Con ricorso notificato all'Agenzia delle Entrate Riscossione in data 27.08.2025, inoltrato a questa Corte in data 26.09.2025, Ricorrente_1 contestava che i propri fondi avessero tratto vantaggi dalle opere consortili, il difetto di motivazione e chiedeva l'annullamento degli atti impugnati, con vittoria di spese di giudizio da distrarsi in favore del procuratore antistatario.
Si costituiva in giudizio Agenzia delle Entrate Riscossione che controdeduceva il proprio difetto di legittimazione passiva quanto alle eccezioni relative al presupposto impositivo, procedeva comunque alla notifica all'ente impositore Consorzio_1, anche al fine della litis denuntiatio e per vocazione diretta in giudizio ex art 14 del dlgs 546/92 e 39 del dlgs 112/99, dell'atto introduttivo e della comparsa di costituzione, con invito allo stesso a costituirsi in giudizio a tutela dei propri atti e incombenti.
Chiedeva il rigetto del ricorso con condanna del ricorrente al pagamento delle spese processuali, e con esenzione nei propri confronti.
A seguito dell'udienza del 27 gennaio 2026 la Corte tratteneva il ricorso in decisione.
MOTIVI DELLA DECISIONE
Il ricorso è fondato e deve essere accolto.
Preliminarmente deve essere rigettata l'eccezione di inammissibilità del ricorso per omessa proposizione dello stesso nei confronti dell'ente impositore.
Costituisce dato pacifico che i contributi di bonifica continuano ad essere riscossi tramite ruolo secondo le norme che regolano l'esazione delle imposte dirette in quanto, anche ritenendo che l'art. 14, comma 14, l.
n. 246 del 2005 abbia abrogato l'art. 21 r.d. n. 215 del 1933, quest'ultima disposizione è resa "ultra vigente" dall'art. 17, comma 3, d.lgs. n. 46 del 1999, sicché è legittimo che i consorzi di bonifica si avvalgano degli agenti della riscossione.
Diretta applicazione del superiore principio è che l'omessa impugnazione di un avviso di pagamento non determina il consolidamento della pretesa impositiva, con conseguente inammissibilità dell'istanza di rimborso, in quanto i contributi consortili vengono riscossi mediante ruolo secondo le norme che regolano l'esazione delle imposte dirette, e l'avviso di pagamento costituisce atto (cd. atipico) ad impugnazione facoltativa (cfr. Sez. 5 - , Ordinanza n. 17120 del 25/06/2025).
Ne consegue che l'omessa estensione del contraddittorio all'ente impositore, in caso di proposizione dell'opposizione avverso la cartella di pagamento costituente il primo atto della riscossione ed al contempo impositivo, ed in difetto di ulteriori elementi conducenti in ordine ad atipici previ atti impositivi, non integra una ipotesi di litisconsorzio parziale.

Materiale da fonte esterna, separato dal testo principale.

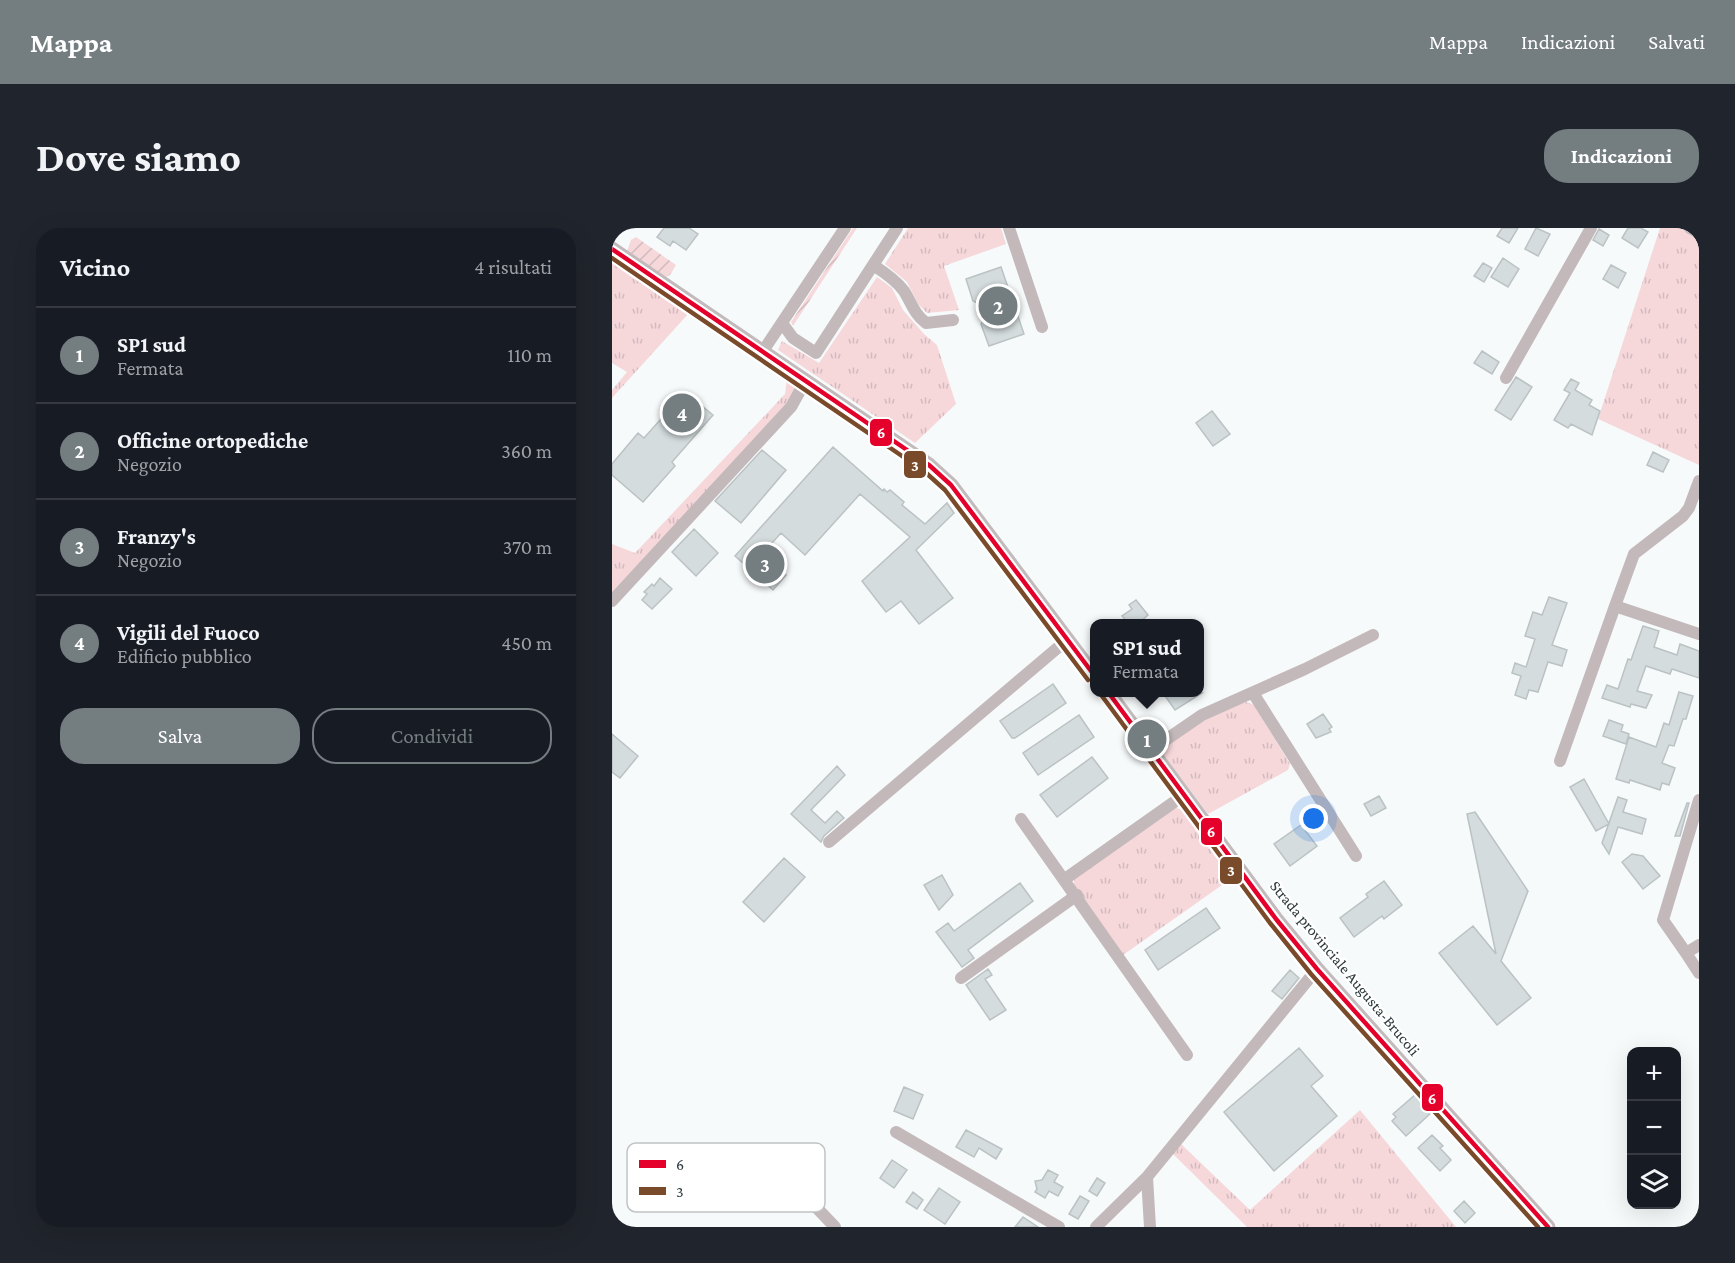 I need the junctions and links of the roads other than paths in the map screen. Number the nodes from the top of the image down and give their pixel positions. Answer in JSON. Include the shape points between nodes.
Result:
{"nodes":[{"id":1,"x":845,"y":228,"type":"edge"},
{"id":2,"x":897,"y":228,"type":"edge"},
{"id":3,"x":1009,"y":228,"type":"edge"},
{"id":4,"x":1591,"y":228,"type":"edge"},
{"id":5,"x":1690,"y":228,"type":"edge"},
{"id":6,"x":1699,"y":233,"type":"edge"},
{"id":7,"x":612,"y":249,"type":"edge"},
{"id":8,"x":873,"y":265,"type":"junction"},
{"id":9,"x":953,"y":320,"type":"dead end"},
{"id":10,"x":782,"y":323,"type":"junction"},
{"id":11,"x":1042,"y":327,"type":"dead end"},
{"id":12,"x":764,"y":351,"type":"junction"},
{"id":13,"x":1506,"y":378,"type":"dead end"},
{"id":14,"x":806,"y":380,"type":"junction"},
{"id":15,"x":1699,"y":481,"type":"edge"},
{"id":16,"x":612,"y":601,"type":"edge"},
{"id":17,"x":1615,"y":606,"type":"junction"},
{"id":18,"x":1699,"y":634,"type":"edge"},
{"id":19,"x":1372,"y":635,"type":"dead end"},
{"id":20,"x":1068,"y":639,"type":"junction"},
{"id":21,"x":1090,"y":668,"type":"edge"},
{"id":22,"x":1253,"y":693,"type":"junction"},
{"id":23,"x":1111,"y":697,"type":"edge"},
{"id":24,"x":1150,"y":750,"type":"junction"},
{"id":25,"x":1560,"y":761,"type":"dead end"},
{"id":26,"x":1184,"y":795,"type":"junction"},
{"id":27,"x":1699,"y":800,"type":"edge"},
{"id":28,"x":1022,"y":819,"type":"dead end"},
{"id":29,"x":829,"y":842,"type":"dead end"},
{"id":30,"x":1356,"y":856,"type":"dead end"},
{"id":31,"x":1065,"y":879,"type":"junction"},
{"id":32,"x":1077,"y":896,"type":"junction"},
{"id":33,"x":1699,"y":945,"type":"edge"},
{"id":34,"x":1686,"y":953,"type":"junction"},
{"id":35,"x":1317,"y":969,"type":"junction"},
{"id":36,"x":1699,"y":973,"type":"edge"},
{"id":37,"x":961,"y":978,"type":"dead end"},
{"id":38,"x":1187,"y":1054,"type":"dead end"},
{"id":39,"x":896,"y":1132,"type":"dead end"},
{"id":40,"x":1147,"y":1177,"type":"junction"},
{"id":41,"x":821,"y":1212,"type":"edge"},
{"id":42,"x":835,"y":1227,"type":"edge"},
{"id":43,"x":1059,"y":1227,"type":"edge"},
{"id":44,"x":1096,"y":1227,"type":"edge"},
{"id":45,"x":1150,"y":1227,"type":"edge"},
{"id":46,"x":1548,"y":1227,"type":"edge"}],
"edges":[{"from":1,"to":10,"type":"street"},
{"from":2,"to":8,"type":"street"},
{"from":3,"to":11,"type":"street"},
{"from":4,"to":13,"type":"street"},
{"from":5,"to":6,"type":"street"},
{"from":7,"to":12,"type":"main road"},
{"from":8,"to":9,"type":"street","via":[[896,282],[926,323]]},
{"from":8,"to":10,"type":"street","via":[[816,352],[793,338]]},
{"from":10,"to":12,"type":"street"},
{"from":12,"to":14,"type":"main road"},
{"from":14,"to":16,"type":"street","via":[[791,407]]},
{"from":14,"to":20,"type":"main road","via":[[951,485]]},
{"from":15,"to":17,"type":"street","via":[[1683,516],[1634,554]]},
{"from":17,"to":18,"type":"street"},
{"from":17,"to":25,"type":"street"},
{"from":19,"to":22,"type":"street"},
{"from":20,"to":21,"type":"main road"},
{"from":20,"to":29,"type":"street"},
{"from":22,"to":24,"type":"street","via":[[1202,715]]},
{"from":22,"to":30,"type":"street"},
{"from":23,"to":24,"type":"main road","name":"Strada provinciale Augusta-Brucoli"},
{"from":24,"to":26,"type":"main road","name":"Strada provinciale Augusta-Brucoli"},
{"from":26,"to":31,"type":"street"},
{"from":26,"to":35,"type":"main road","name":"Strada provinciale Augusta-Brucoli"},
{"from":27,"to":34,"type":"street","via":[[1663,920]]},
{"from":28,"to":31,"type":"street"},
{"from":31,"to":32,"type":"street"},
{"from":32,"to":37,"type":"street"},
{"from":32,"to":38,"type":"street"},
{"from":33,"to":34,"type":"street"},
{"from":34,"to":36,"type":"street"},
{"from":35,"to":40,"type":"street"},
{"from":35,"to":46,"type":"main road","name":"Strada provinciale Augusta-Brucoli"},
{"from":39,"to":43,"type":"street"},
{"from":40,"to":44,"type":"street"},
{"from":40,"to":45,"type":"street"},
{"from":41,"to":42,"type":"street"}]}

Nel merito si rileva che con pronuncia della Corte Costituzionale l'art.23 lett.a) della Legge Reg. Calabria
n.11/2003 è stato dichiarato illegittimo. La Corte ha in merito precisato che "Il legislatore regionale non può disancorare la debenza del contributo consortile dal beneficio che agli immobili deriva dall'attività di bonifica, assoggettando a contribuzione consortile i consorziati per il solo fatto che l'immobile sia ricompreso nel comprensorio di bonifica, (il quale - come già rilevato - potrebbe anche essere esteso a tutto il territorio della
Regione sì da comprendere, indistintamente, tutti gli immobili) perchè ove ciò facesse si avrebbe non più un contributo di scopo di fonte statale disciplinato dalla legge regionale come contributo derivato, ma un'imposta fondiaria regionale di nuovo conio che, come tributo regionale proprio, eccederebbe la competenza del legislatore regionale....(omissis)...Pertanto il contributo consortile di bonifica, quanto alle spese afferenti il conseguimento dei fini istituzionali dei Consorzi ex lettera a) del comma 1 dell'art.23 citato,
è dovuto "in presenza del beneficio" - al pari della quota di cui alla successiva lettera b) del medesimo comma
- invece che "indipendentemente dal beneficio fondiario" (sentenza n.188 del 19-10-2018, G.U. del
24-10-2018).
Orbene nel caso di specie si rileva che il codice del tributo 1h78, specificato in cartella, corrisponde al contributo di bonifica ordinario, come definito dal Piano di Classifica pubblicato sul Burc del giugno 2017, ed equivale anche alle spese di funzionamento di cui all'art.23 primo comma lett. a) della legge regionale
11/2003.
Il tributo è altresì descritto in quello previsto dall'art.23 comma primo lett.a) a pag. 6 della cartella di pagamento impugnata, che attribuisce pertanto espressamente a tale voce il credito azionato, come si evince dalla descrizione testuale “La S.V. risulta iscritta nel Catasto Consortile quale proprietaria dei beni di seguito elencati, ricadenti nel comprensorio di competenza amministrativa di questo consorzio e gravati da contributo consortile (Legge Regionale n. 11/2003 - art. 23 comma 1 Lett. A) quale quota relativa alle spese afferenti il conseguimento dei fini istituzionali,
indipendentemente dal beneficio fondiario.)”.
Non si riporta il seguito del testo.